Netflix 欺诈检测框架概述

Netflix 开发了一套基于人工智能模型和数据驱动异常检测的欺诈和滥用检测框架，专门用于流媒体服务。该框架通过分析用户行为来识别潜在的欺诈和滥用行为。由于流媒体服务的用户和设备数量庞大，攻击面广泛，因此采用机器学习方法来增强服务的安全性显得尤为重要。

异常检测方法

异常检测主要分为两类：基于规则的方法和基于模型的方法。

• 基于规则的方法：依赖于领域专家定义的一组规则来识别异常行为。这种方法在大规模部署和使用时成本高、耗时长，且不适合实时分析。
• 基于模型的方法：通过构建模型来自动检测异常行为。这种方法更具可扩展性，适合实时分析，但高度依赖于特定上下文数据的可用性（尤其是标记数据）。

框架开发与数据标记

Netflix 的欺诈检测框架采用了半监督模型和监督模型。由于没有现成的标记数据集，Netflix 基于安全专家的经验定义了一组启发式规则，用于识别客户异常行为并标记数据，从而创建数据集。为了应对标签不平衡问题，使用了合成少数类过采样技术（SMOTE）。

欺诈分类与数据集

框架中考虑的欺诈类别包括：

• 内容欺诈：31% 的异常账户被标记为此类。
• 服务欺诈：47% 的异常账户被标记为此类。
• 账户欺诈：21% 的异常账户被标记为此类。

数据集包含三个主要的标记子集：

• 快速许可证获取
• 流媒体失败尝试过多
• 设备类型与数字版权管理（DRM）的异常组合

在 30 天的数据收集中，共收集了 1,030,005 个正常账户和 28,045 个异常账户。
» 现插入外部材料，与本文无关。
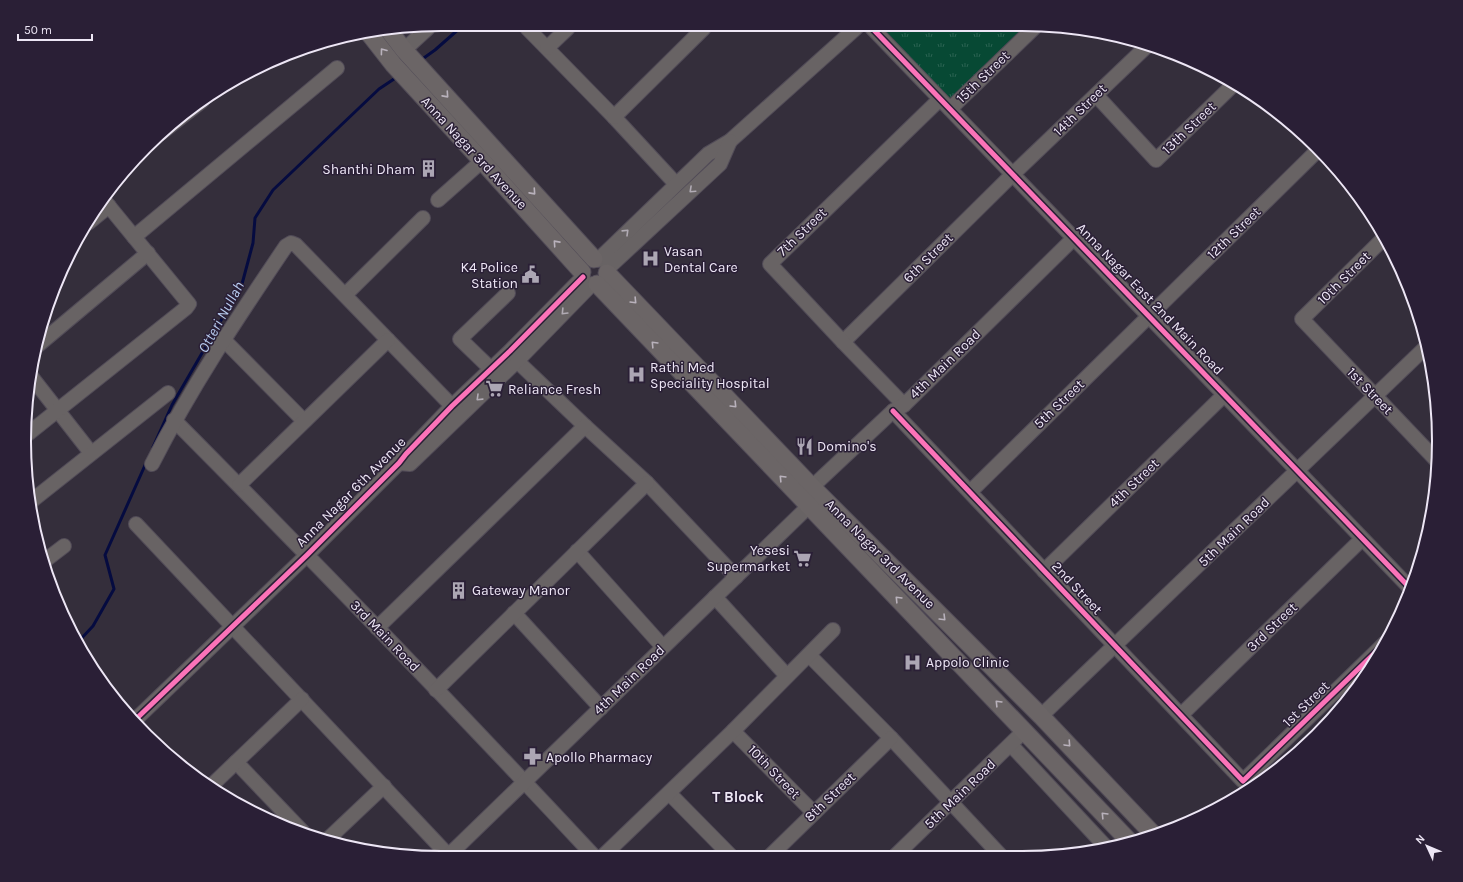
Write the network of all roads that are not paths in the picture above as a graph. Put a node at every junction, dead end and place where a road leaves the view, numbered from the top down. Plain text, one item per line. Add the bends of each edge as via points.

这些异常账户中，85% 涉及单一欺诈类别，12% 涉及两个欺诈类别，3% 涉及三个欺诈类别。

数据特征与相关性

框架中考虑了 23 个数据特征，相关矩阵显示设备签名特征和标题获取活动特征之间存在正相关关系。关键特征包括：

• 内容欺诈检测：不同编码格式的数量、不同设备的数量、不同 DRM 的数量。
• 服务欺诈检测：账户关联的内容许可证数量、不同设备的数量、账户使用的设备类型百分比。
• 账户欺诈检测：不同设备的数量。

模型性能评估

评估模型性能的指标包括准确率、精确率、召回率、F0.5、F1、F2 和 ROC AUC。对于多类别多标签任务，还使用了 EMR、汉明损失和汉明得分。

• 半监督异常检测方法：深度自编码器表现最佳。
• 监督二分类异常检测：具体指标见相关表格。
• 监督多类别多标签异常检测：具体指标见相关表格。

总结

Netflix 的欺诈检测框架通过结合半监督和监督模型，利用启发式规则和 SMOTE 技术，有效识别流媒体服务中的欺诈行为。该框架在处理大规模数据时表现出良好的可扩展性和实时分析能力，为流媒体服务的安全性提供了有力保障。